--- Available records Enclosed Below ---
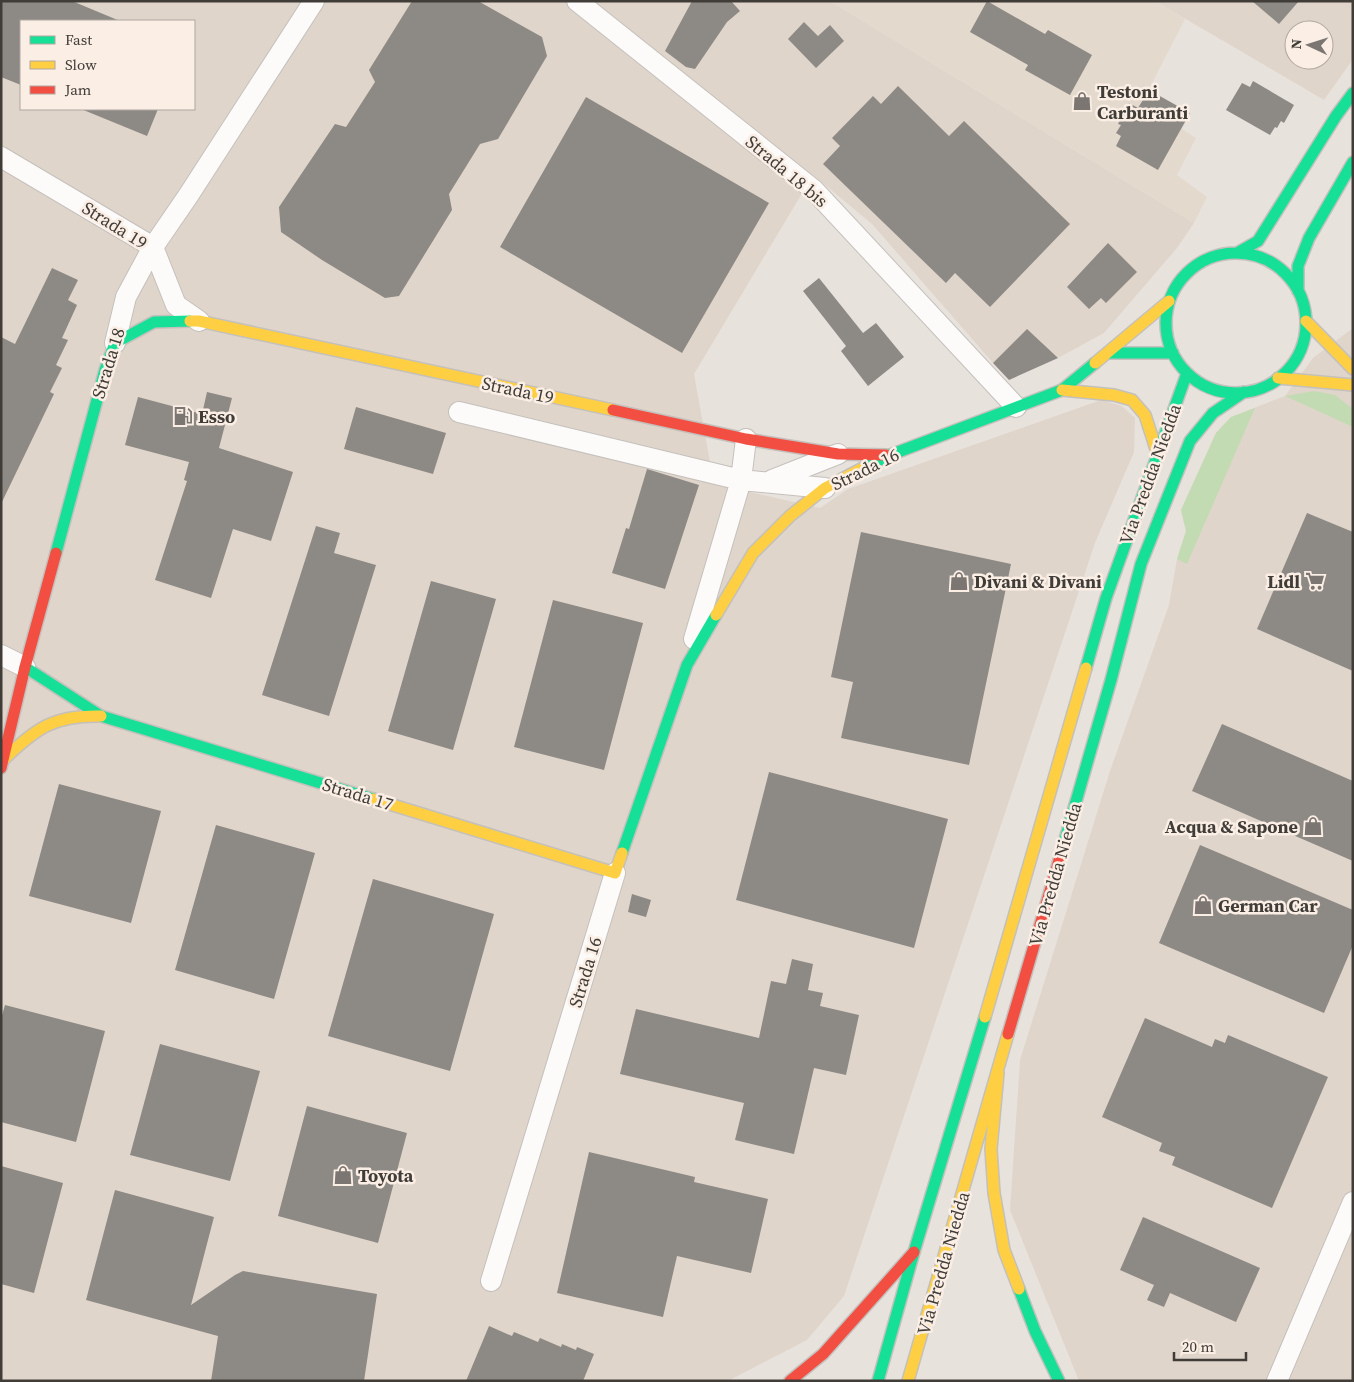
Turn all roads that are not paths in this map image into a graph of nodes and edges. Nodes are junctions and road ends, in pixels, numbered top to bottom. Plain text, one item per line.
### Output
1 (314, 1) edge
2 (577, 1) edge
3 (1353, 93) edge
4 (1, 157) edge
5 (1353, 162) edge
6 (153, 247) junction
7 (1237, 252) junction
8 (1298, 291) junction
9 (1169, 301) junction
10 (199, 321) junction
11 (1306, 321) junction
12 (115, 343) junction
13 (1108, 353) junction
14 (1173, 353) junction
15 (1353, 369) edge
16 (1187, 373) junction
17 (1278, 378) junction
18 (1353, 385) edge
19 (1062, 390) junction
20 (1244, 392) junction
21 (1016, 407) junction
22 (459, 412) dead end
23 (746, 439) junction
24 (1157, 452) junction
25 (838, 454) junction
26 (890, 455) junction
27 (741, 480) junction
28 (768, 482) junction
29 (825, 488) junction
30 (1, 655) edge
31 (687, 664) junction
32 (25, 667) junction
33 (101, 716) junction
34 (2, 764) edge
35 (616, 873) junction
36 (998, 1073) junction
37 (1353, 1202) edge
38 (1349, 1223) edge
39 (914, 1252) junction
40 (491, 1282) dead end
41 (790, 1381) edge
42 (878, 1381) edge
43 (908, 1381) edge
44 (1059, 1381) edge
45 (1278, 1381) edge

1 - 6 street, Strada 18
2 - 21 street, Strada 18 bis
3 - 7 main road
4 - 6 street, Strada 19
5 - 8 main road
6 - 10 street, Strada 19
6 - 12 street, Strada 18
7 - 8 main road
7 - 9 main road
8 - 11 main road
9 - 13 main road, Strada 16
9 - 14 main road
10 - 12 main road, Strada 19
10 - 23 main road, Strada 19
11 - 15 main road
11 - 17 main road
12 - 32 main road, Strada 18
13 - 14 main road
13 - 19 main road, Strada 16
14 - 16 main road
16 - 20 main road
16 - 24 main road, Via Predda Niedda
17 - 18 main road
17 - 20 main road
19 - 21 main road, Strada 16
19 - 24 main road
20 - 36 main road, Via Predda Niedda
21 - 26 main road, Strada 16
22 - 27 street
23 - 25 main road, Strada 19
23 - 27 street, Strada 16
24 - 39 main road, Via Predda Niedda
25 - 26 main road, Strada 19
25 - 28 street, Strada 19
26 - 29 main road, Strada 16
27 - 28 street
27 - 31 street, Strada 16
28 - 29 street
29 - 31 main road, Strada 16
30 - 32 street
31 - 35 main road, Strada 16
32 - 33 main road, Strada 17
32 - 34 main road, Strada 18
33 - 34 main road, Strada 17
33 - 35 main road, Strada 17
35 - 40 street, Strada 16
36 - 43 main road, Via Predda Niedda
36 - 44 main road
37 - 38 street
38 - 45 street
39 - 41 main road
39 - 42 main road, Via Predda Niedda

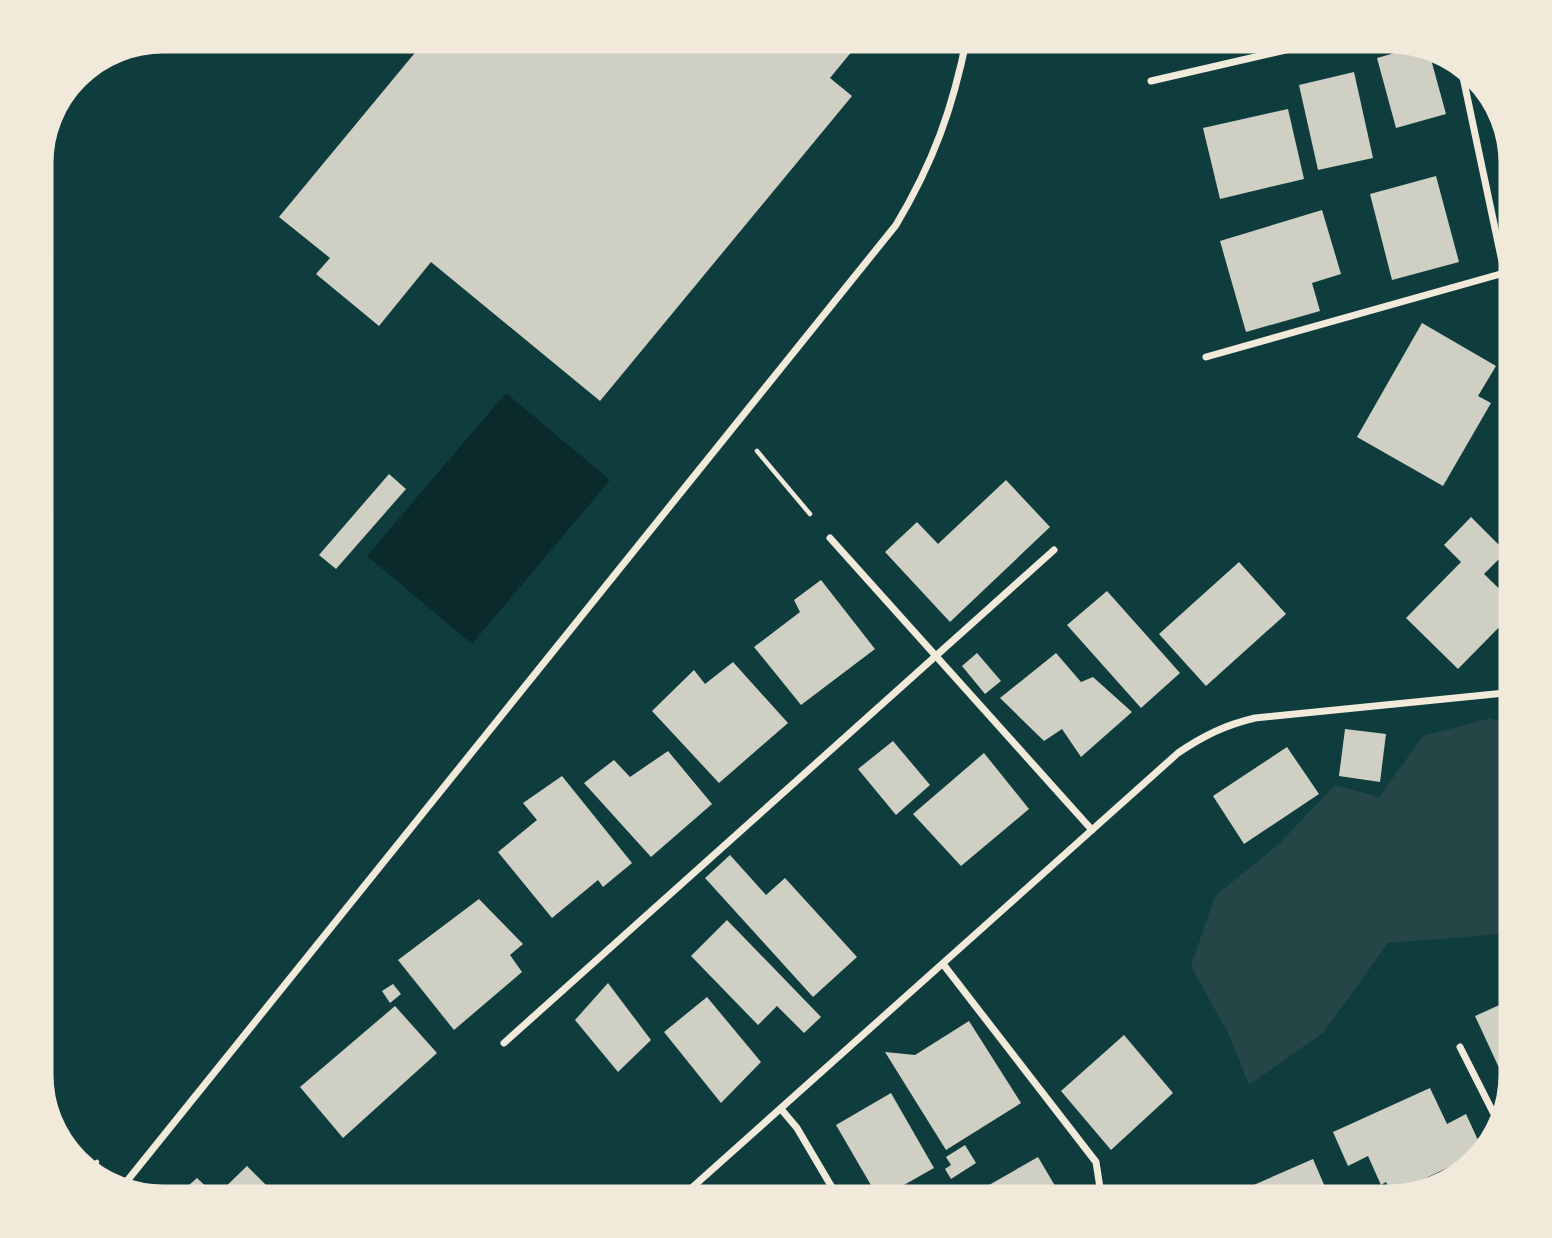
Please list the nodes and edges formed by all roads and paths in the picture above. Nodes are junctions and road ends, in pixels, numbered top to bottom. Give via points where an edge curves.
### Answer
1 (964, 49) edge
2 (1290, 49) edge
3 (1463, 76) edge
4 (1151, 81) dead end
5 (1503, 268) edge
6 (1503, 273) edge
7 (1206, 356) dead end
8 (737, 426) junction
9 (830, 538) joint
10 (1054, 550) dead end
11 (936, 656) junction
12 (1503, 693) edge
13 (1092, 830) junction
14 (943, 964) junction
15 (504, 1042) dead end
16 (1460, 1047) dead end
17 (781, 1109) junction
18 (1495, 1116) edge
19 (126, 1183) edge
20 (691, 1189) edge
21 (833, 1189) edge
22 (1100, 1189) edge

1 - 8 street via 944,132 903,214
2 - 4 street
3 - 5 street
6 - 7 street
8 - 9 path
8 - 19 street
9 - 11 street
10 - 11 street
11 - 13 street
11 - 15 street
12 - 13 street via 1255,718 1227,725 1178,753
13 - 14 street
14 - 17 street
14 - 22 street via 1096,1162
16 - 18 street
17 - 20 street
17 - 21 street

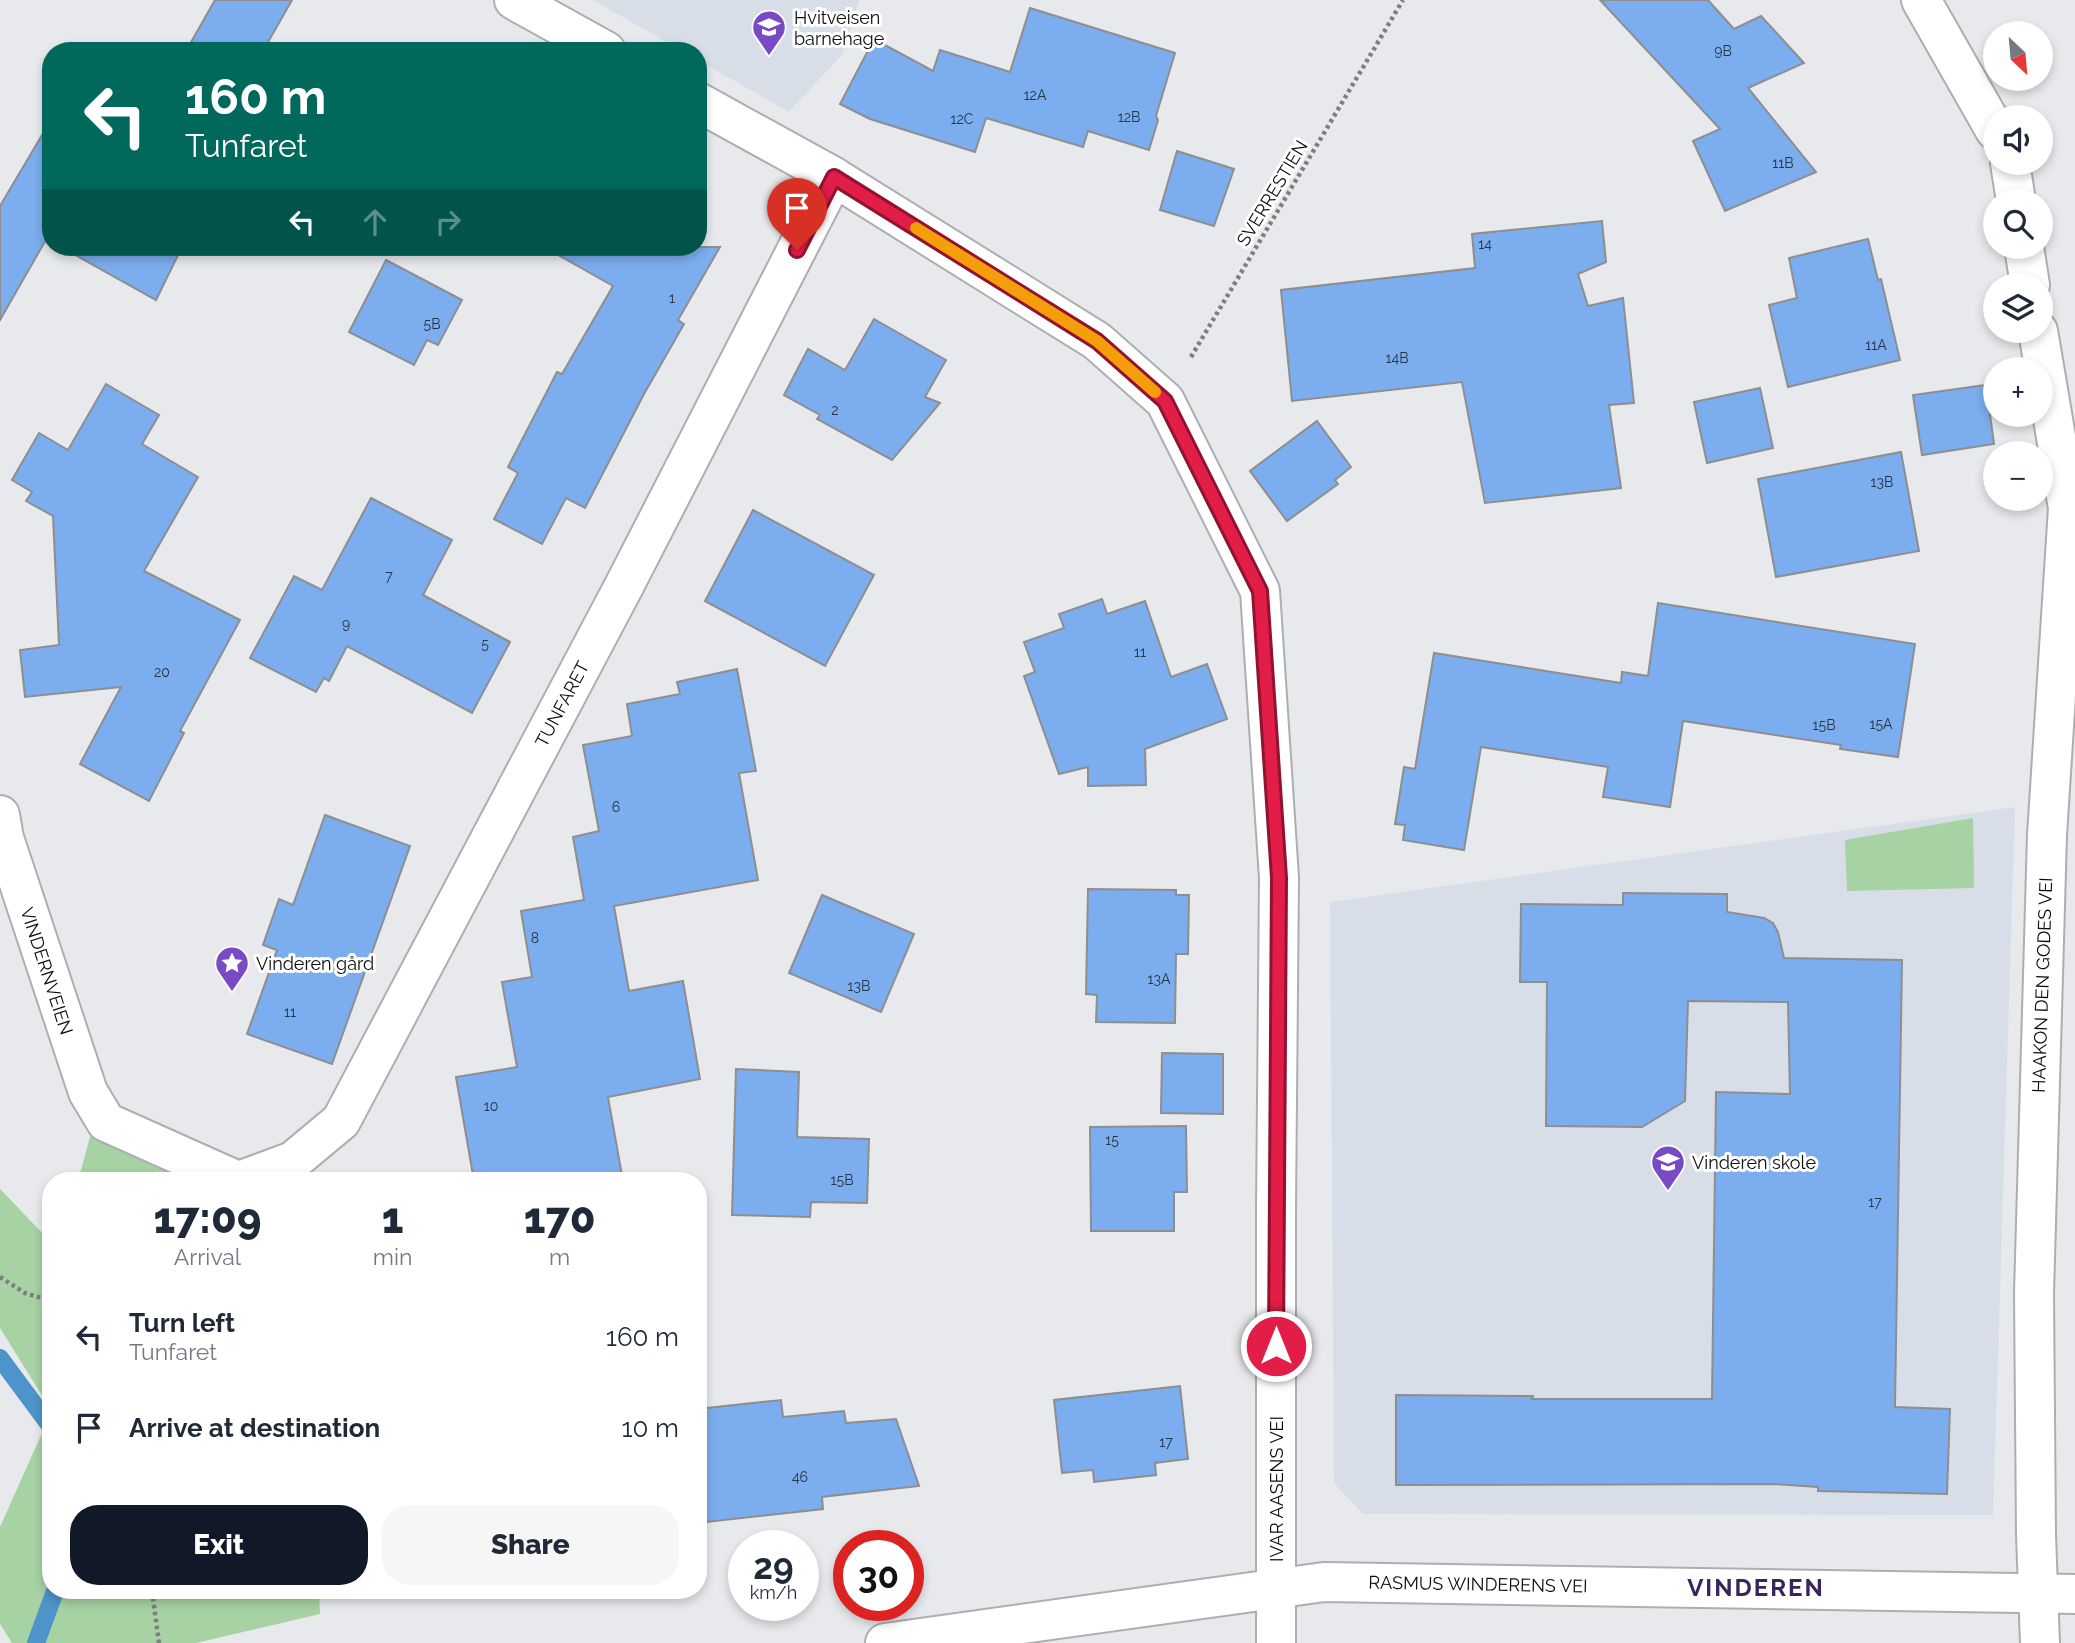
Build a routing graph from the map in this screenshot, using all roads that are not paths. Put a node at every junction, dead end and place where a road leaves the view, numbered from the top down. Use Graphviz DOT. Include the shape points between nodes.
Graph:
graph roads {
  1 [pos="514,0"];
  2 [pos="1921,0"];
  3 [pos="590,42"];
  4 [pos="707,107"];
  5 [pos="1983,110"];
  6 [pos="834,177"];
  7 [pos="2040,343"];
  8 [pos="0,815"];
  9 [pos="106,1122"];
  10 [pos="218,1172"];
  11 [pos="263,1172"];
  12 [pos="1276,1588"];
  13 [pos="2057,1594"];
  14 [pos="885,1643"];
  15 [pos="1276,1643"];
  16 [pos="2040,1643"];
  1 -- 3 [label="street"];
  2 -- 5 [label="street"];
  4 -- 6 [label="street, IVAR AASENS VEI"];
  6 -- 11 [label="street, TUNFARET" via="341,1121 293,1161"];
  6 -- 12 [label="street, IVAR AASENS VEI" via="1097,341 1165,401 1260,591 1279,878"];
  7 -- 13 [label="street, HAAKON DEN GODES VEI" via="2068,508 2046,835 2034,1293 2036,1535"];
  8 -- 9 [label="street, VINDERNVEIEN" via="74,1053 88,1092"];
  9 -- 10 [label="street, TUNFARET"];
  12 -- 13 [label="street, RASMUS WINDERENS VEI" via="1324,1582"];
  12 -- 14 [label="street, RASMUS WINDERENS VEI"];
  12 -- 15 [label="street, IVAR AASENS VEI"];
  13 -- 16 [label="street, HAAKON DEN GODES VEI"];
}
--- End of Enclosed Available records ---
## Problem
In the data above, how many lines hold the string "Niedda"? Give the number by itself.

## Response to this task
5